__PROBLEM REQUIREMENTS__:
Some lines below hold "Springwood". Pick them out and copy them.

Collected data
----
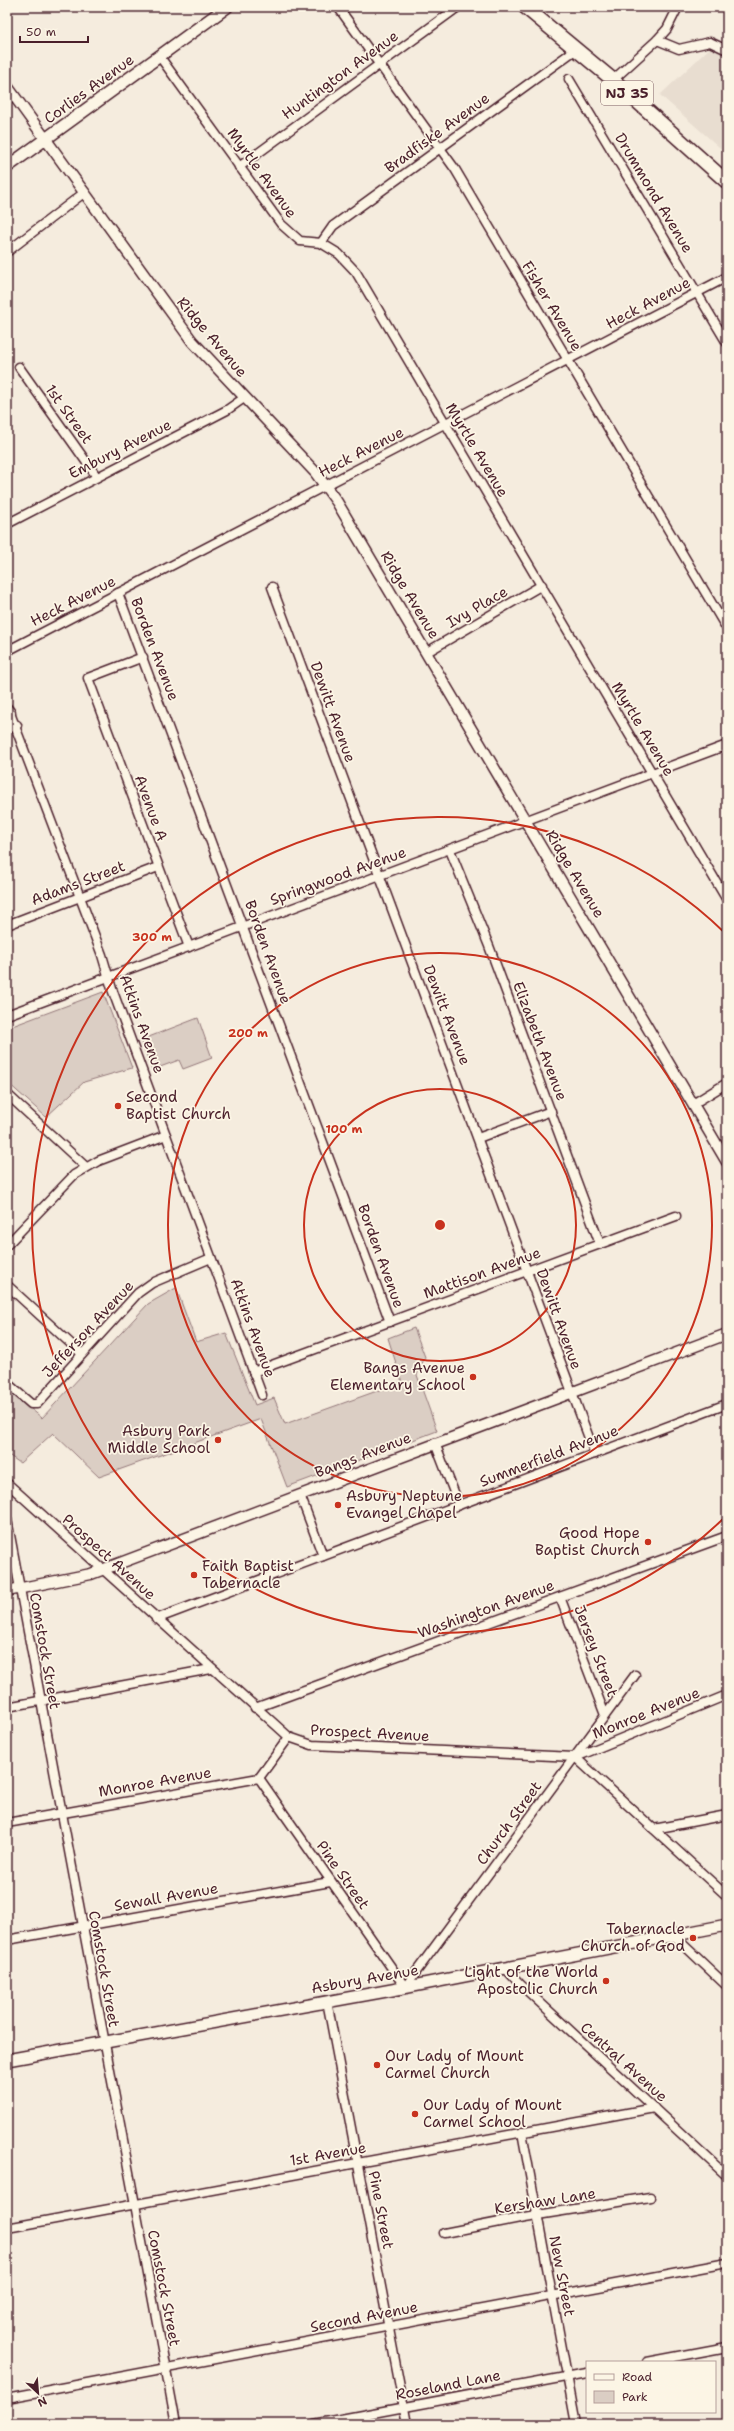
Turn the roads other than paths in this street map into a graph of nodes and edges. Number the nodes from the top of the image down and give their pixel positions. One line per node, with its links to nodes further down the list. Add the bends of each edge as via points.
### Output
1 (227, 7): 9 (main road, Corlies Avenue)
2 (338, 7): 10 (street, Fisher Avenue)
3 (458, 7): 10 (street, Huntington Avenue)
4 (525, 7): 7 (main road, NJ 35)
5 (678, 7): 6 (street, via 667,29)
6 (656, 40): 8 (street, via 679,49 710,42); 12 (street)
7 (575, 50): 12 (main road, NJ 35); 15 (street, Bradfiske Avenue)
8 (727, 50)
9 (160, 57): 14 (main road, Corlies Avenue); 16 (street, Myrtle Avenue)
10 (379, 64): 15 (street, Fisher Avenue); 16 (street, Huntington Avenue)
11 (569, 79): 23 (street, Drummond Avenue)
12 (613, 80): 18 (main road, NJ 35)
13 (7, 86): 14 (street, Ridge Avenue)
14 (46, 140): 17 (main road, Corlies Avenue); 19 (street, Ridge Avenue)
15 (440, 148): 20 (street, Bradfiske Avenue, via 334,226); 25 (street, Fisher Avenue)
16 (239, 166): 20 (street, Myrtle Avenue, via 288,233 300,241)
17 (7, 167)
18 (727, 182)
19 (85, 192): 21 (street); 27 (street, Ridge Avenue, via 192,341)
20 (321, 243): 28 (street, Myrtle Avenue, via 339,254 356,272)
21 (7, 252)
22 (727, 278): 23 (street, Heck Avenue)
23 (698, 293): 24 (street, Drummond Avenue); 25 (street, Heck Avenue)
24 (727, 343)
25 (568, 360): 28 (street, Heck Avenue); 35 (street, Fisher Avenue)
26 (19, 368): 29 (street, 1st Street)
27 (244, 398): 29 (street, Embury Avenue, via 227,410); 30 (street, Ridge Avenue)
28 (446, 424): 30 (street, Heck Avenue); 32 (street, Myrtle Avenue)
29 (97, 477): 31 (street, Embury Avenue)
30 (326, 486): 34 (street, Heck Avenue); 37 (street, Ridge Avenue)
31 (7, 524)
32 (542, 585): 37 (street, Ivy Place); 43 (street, Myrtle Avenue)
33 (272, 587): 47 (street, Dewitt Avenue)
34 (118, 593): 36 (street, Heck Avenue); 38 (street, Borden Avenue)
35 (727, 629)
36 (7, 651)
37 (427, 652): 44 (street, Ridge Avenue)
38 (143, 657): 46 (street, Avenue A, via 88,678); 51 (street, Borden Avenue)
39 (9, 711): 40 (street, Atkins Avenue)
40 (17, 725): 41 (street); 48 (street, Atkins Avenue)
41 (7, 729)
42 (727, 745): 43 (street, Springwood Avenue)
43 (653, 774): 44 (street, Springwood Avenue); 49 (street, Myrtle Avenue)
44 (526, 821): 45 (street, Springwood Avenue); 57 (street, Ridge Avenue)
45 (450, 850): 47 (street, Springwood Avenue); 58 (street, Elizabeth Avenue)
46 (158, 867): 48 (street, Adams Street); 52 (street, Avenue A)
47 (380, 876): 51 (street, Springwood Avenue); 60 (street, Dewitt Avenue)
48 (81, 898): 50 (street, Adams Street); 53 (street, Atkins Avenue)
49 (727, 900)
50 (7, 925)
51 (244, 926): 52 (street, Springwood Avenue); 69 (street, Borden Avenue)
52 (188, 947): 53 (street, Springwood Avenue)
53 (109, 977): 54 (street, Springwood Avenue); 59 (street, Atkins Avenue)
54 (7, 1015)
55 (727, 1083): 57 (street)
56 (7, 1094): 62 (street)
57 (693, 1104): 61 (street, Ridge Avenue)
58 (551, 1111): 60 (street); 64 (street, Elizabeth Avenue)
59 (166, 1134): 62 (street); 66 (street, Atkins Avenue)
60 (478, 1138): 67 (street, Dewitt Avenue)
61 (727, 1162)
62 (86, 1167): 65 (street, via 62,1186)
63 (676, 1216): 64 (street, Mattison Avenue)
64 (600, 1244): 67 (street, Mattison Avenue)
65 (7, 1245)
66 (211, 1258): 71 (street, Jefferson Avenue, via 152,1283 128,1303); 72 (street, Atkins Avenue)
67 (527, 1271): 69 (street, Mattison Avenue); 74 (street, Dewitt Avenue)
68 (7, 1285): 71 (street)
69 (390, 1322): 72 (street, Mattison Avenue)
70 (727, 1334): 74 (street, Bangs Avenue)
71 (82, 1354): 73 (street, Jefferson Avenue, via 37,1404 31,1404)
72 (253, 1372): 75 (street, Atkins Avenue)
73 (7, 1383)
74 (572, 1391): 77 (street, Bangs Avenue); 78 (street, Dewitt Avenue)
75 (262, 1395)
76 (727, 1404): 78 (street, Summerfield Avenue)
77 (435, 1443): 80 (street, Bangs Avenue); 81 (street)
78 (595, 1454): 81 (street, Summerfield Avenue)
79 (7, 1486): 85 (street, Prospect Avenue)
80 (300, 1495): 84 (street); 85 (street, Bangs Avenue)
81 (459, 1505): 84 (street, Summerfield Avenue)
82 (7, 1519): 86 (street, Comstock Street)
83 (727, 1536): 88 (street, Washington Avenue)
84 (323, 1556): 89 (street, Summerfield Avenue)
85 (102, 1570): 86 (street, Bangs Avenue); 89 (street, Prospect Avenue)
86 (20, 1589): 87 (street, Bangs Avenue); 93 (street, Comstock Street)
87 (7, 1591)
88 (560, 1597): 95 (street, Washington Avenue); 96 (street, Jersey Street)
89 (156, 1618): 90 (street, Prospect Avenue)
90 (211, 1669): 93 (street); 95 (street, Prospect Avenue)
91 (635, 1675): 96 (street, Church Street)
92 (727, 1695): 98 (street, Monroe Avenue)
93 (40, 1700): 94 (street); 100 (street, Comstock Street)
94 (7, 1707)
95 (256, 1708): 97 (street, Prospect Avenue)
96 (605, 1715): 98 (street, Church Street)
97 (289, 1738): 98 (street, Prospect Avenue, via 312,1745); 99 (street)
98 (575, 1757): 103 (street); 112 (street, Church Street)
99 (260, 1778): 100 (street, Monroe Avenue); 104 (street, Pine Street)
100 (61, 1813): 102 (street, Monroe Avenue); 107 (street, Comstock Street)
101 (727, 1815): 103 (street)
102 (7, 1823)
103 (654, 1829): 105 (street)
104 (330, 1882): 107 (street, Sewall Avenue); 112 (street, Pine Street)
105 (727, 1896)
106 (727, 1925): 108 (main road, Asbury Avenue)
107 (82, 1926): 109 (street, Sewall Avenue); 114 (street, Comstock Street)
108 (672, 1934): 110 (main road, Asbury Avenue); 111 (street)
109 (7, 1940)
110 (504, 1967): 112 (main road, Asbury Avenue); 116 (street, Central Avenue)
111 (727, 1986)
112 (405, 1987): 113 (main road, Asbury Avenue)
113 (327, 2001): 114 (main road, Asbury Avenue); 118 (street, Pine Street)
114 (103, 2042): 115 (main road, Asbury Avenue); 121 (street, Comstock Street)
115 (7, 2060)
116 (654, 2108): 117 (street, 1st Avenue); 119 (street, Central Avenue)
117 (522, 2132): 118 (street, 1st Avenue); 122 (street, New Street)
118 (358, 2163): 121 (street, 1st Avenue); 127 (street, Pine Street)
119 (727, 2176)
120 (650, 2197): 122 (street, Kershaw Lane)
121 (134, 2204): 123 (street, 1st Avenue); 130 (street, Comstock Street)
122 (536, 2217): 124 (street, Kershaw Lane); 126 (street, New Street)
123 (7, 2228)
124 (444, 2233)
125 (727, 2263): 126 (street, Second Avenue)
126 (552, 2296): 127 (street, Second Avenue); 132 (street, New Street)
127 (389, 2326): 130 (street, Second Avenue); 134 (street, Pine Street)
128 (727, 2347): 129 (street)
129 (652, 2361)
130 (165, 2368): 133 (street, Second Avenue); 135 (street, Comstock Street)
131 (586, 2373): 132 (street, Roseland Lane)
132 (567, 2377): 134 (street, Roseland Lane); 138 (street, New Street)
133 (7, 2398)
134 (404, 2407): 136 (street, Roseland Lane); 137 (street, Pine Street)
135 (176, 2424)
136 (314, 2424)
137 (407, 2424)
138 (576, 2424)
----
__RESULT FOR THIS TASK__:
42 (727, 745): 43 (street, Springwood Avenue)
43 (653, 774): 44 (street, Springwood Avenue); 49 (street, Myrtle Avenue)
44 (526, 821): 45 (street, Springwood Avenue); 57 (street, Ridge Avenue)
45 (450, 850): 47 (street, Springwood Avenue); 58 (street, Elizabeth Avenue)
47 (380, 876): 51 (street, Springwood Avenue); 60 (street, Dewitt Avenue)
51 (244, 926): 52 (street, Springwood Avenue); 69 (street, Borden Avenue)
52 (188, 947): 53 (street, Springwood Avenue)
53 (109, 977): 54 (street, Springwood Avenue); 59 (street, Atkins Avenue)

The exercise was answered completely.